> **Task statement**: The answer must be every line below that contains the string "Trace".

> **Materials provided**:
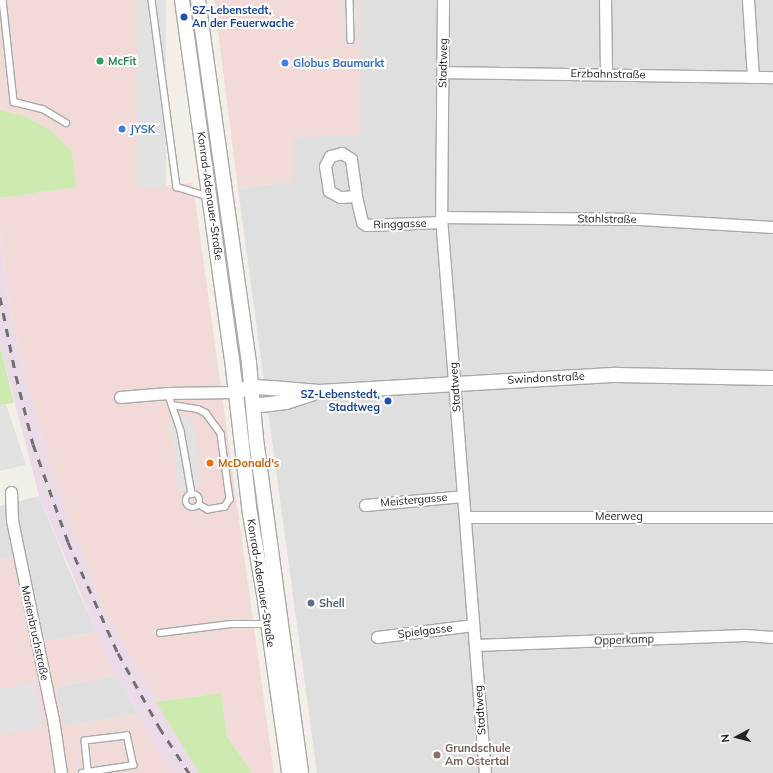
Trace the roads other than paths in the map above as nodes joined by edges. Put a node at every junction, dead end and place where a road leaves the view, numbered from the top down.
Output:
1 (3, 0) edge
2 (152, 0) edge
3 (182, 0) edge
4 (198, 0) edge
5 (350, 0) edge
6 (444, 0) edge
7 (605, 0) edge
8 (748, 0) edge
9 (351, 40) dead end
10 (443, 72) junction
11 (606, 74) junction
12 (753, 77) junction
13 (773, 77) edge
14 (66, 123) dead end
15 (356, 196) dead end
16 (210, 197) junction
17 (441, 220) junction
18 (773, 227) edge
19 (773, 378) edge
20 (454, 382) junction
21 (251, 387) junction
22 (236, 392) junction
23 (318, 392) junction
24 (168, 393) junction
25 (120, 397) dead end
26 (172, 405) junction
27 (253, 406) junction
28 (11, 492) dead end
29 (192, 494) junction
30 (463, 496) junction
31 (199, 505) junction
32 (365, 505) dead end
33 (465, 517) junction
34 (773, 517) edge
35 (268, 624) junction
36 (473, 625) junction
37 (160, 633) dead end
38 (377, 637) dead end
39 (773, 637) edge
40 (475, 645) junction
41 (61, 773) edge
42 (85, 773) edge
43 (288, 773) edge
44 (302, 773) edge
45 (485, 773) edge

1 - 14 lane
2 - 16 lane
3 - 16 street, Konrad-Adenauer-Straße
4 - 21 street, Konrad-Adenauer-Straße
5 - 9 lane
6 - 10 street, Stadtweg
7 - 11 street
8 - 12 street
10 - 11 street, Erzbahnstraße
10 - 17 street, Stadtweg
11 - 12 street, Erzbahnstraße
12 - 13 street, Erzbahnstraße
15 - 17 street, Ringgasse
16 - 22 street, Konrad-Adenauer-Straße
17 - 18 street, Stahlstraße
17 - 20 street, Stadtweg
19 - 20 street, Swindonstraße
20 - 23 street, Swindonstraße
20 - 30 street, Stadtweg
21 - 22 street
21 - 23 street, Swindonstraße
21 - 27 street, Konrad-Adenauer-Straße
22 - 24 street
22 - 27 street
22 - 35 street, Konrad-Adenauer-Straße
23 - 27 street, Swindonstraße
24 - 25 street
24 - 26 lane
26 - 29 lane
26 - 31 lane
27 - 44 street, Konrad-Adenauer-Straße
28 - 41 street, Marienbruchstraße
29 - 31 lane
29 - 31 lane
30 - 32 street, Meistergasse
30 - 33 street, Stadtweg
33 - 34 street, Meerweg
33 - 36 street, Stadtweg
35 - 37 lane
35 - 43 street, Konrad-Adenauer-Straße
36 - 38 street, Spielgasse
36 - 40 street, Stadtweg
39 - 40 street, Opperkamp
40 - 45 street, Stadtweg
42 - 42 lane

---

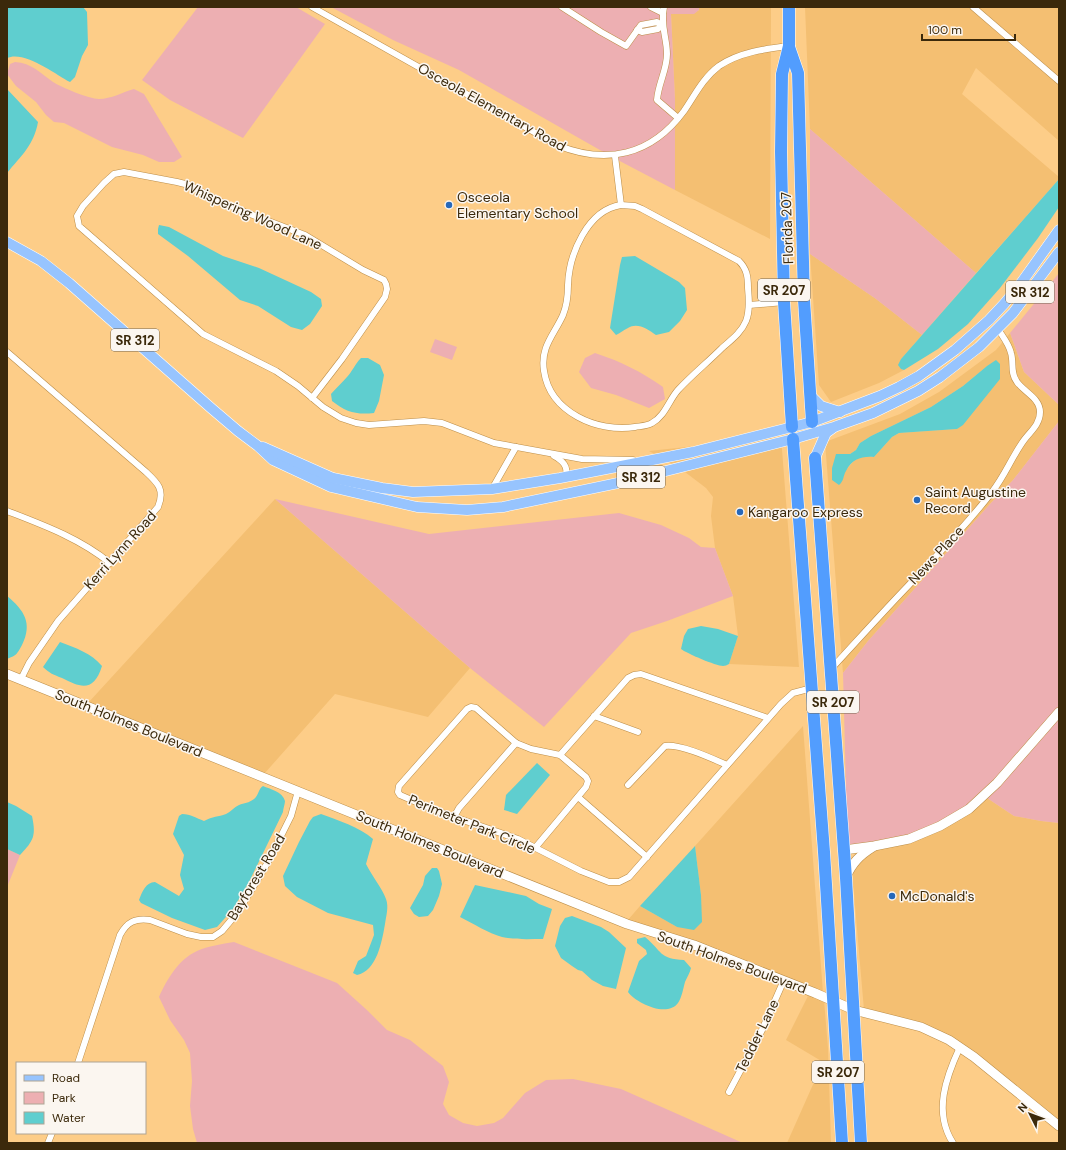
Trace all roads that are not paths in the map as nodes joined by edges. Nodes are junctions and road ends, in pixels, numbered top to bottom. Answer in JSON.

> **Output**:
Trace the roads other than paths in the map above as nodes joined by edges. Put a node at every junction, dead end and place where a road leaves the view, numbered from the top down.
Trace all roads that are not paths in the map as nodes joined by edges. Nodes are junctions and road ends, in pixels, numbered top to bottom. Answer in JSON.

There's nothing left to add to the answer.